**Work instruction**
From the line that holds "ring dip: (765, 645)" down to the last line of the listing below, transcribe exactly and only those lines. Leave pictures out.

Data for this exercise Block Start

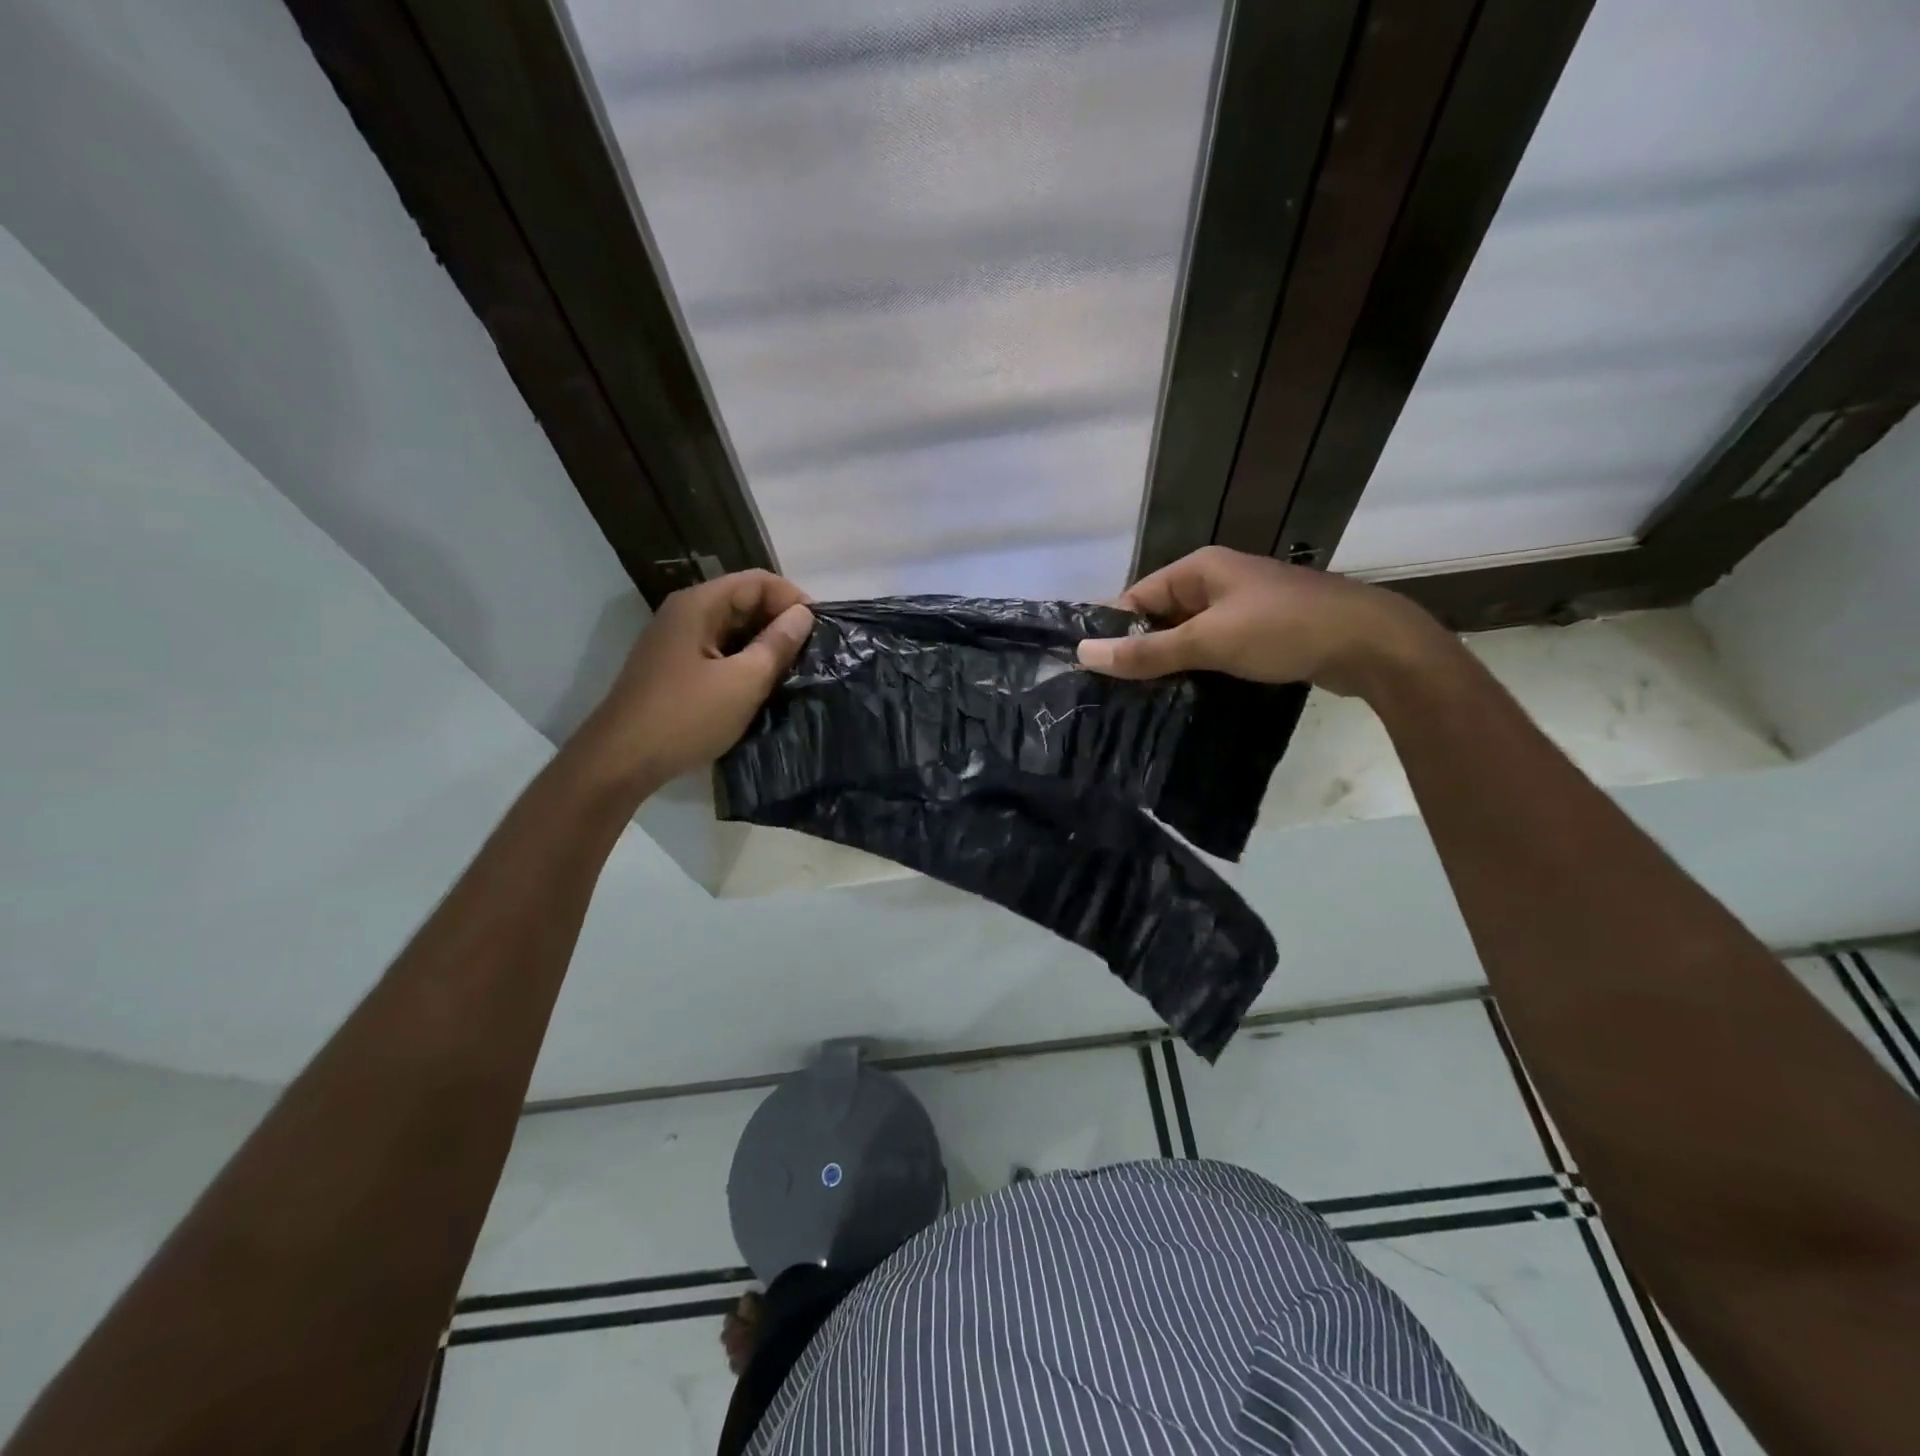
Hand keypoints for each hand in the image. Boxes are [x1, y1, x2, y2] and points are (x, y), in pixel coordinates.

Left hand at [583, 569, 813, 786]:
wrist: (622, 760)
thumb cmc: (686, 716)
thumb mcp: (743, 681)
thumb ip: (777, 644)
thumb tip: (804, 615)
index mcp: (699, 605)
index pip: (758, 581)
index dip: (793, 599)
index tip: (820, 631)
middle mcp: (686, 614)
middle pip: (744, 601)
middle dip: (781, 622)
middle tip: (812, 655)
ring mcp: (677, 642)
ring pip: (733, 629)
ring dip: (765, 645)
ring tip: (794, 671)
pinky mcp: (675, 668)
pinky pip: (720, 652)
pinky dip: (745, 662)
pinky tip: (763, 686)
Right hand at [1076, 546, 1447, 697]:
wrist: (1372, 644)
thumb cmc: (1283, 630)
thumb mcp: (1208, 641)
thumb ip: (1146, 650)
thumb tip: (1084, 653)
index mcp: (1199, 568)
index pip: (1137, 596)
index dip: (1114, 631)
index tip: (1094, 672)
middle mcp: (1217, 580)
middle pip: (1160, 616)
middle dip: (1139, 651)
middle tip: (1113, 694)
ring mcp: (1241, 607)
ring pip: (1187, 635)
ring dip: (1168, 663)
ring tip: (1140, 701)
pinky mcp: (1260, 633)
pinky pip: (1214, 648)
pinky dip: (1197, 668)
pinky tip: (1183, 697)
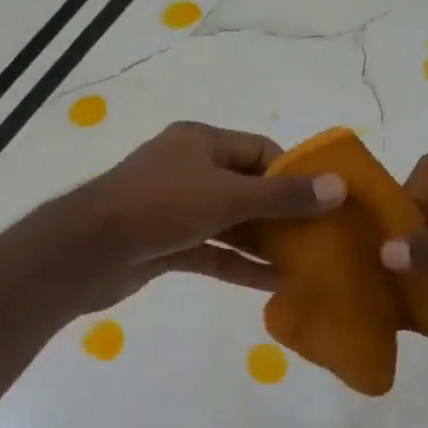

Data for this exercise Block End

**Answer to this task**
ring dip: (765, 645)
ring tip: (794, 671)
pinky mcp: (675, 668)
pinky pip: (720, 652)
pinky dip: (745, 662)
pinky tip: (763, 686)
Right hand at [1076, 546, 1447, 697]:
wrist: (1372, 644)
thumb cmc: (1283, 630)
thumb mcp: (1208, 641)
thumb ip: (1146, 650)
thumb tip: (1084, 653)
index mcp: (1199, 568)
index pip: (1137, 596)
index dip: (1114, 631)
index tip: (1094, 672)
middle mcp: (1217, 580)
middle pip: (1160, 616)
middle dip: (1139, 651)
middle tip: (1113, 694)
ring mcp: (1241, 607)
ring pip: (1187, 635)
ring dip: (1168, 663)
ring tip: (1140, 701)
pinky mcp: (1260, 633)
pinky pip: (1214, 648)
pinky dip: (1197, 668)
pinky tip: (1183, 697)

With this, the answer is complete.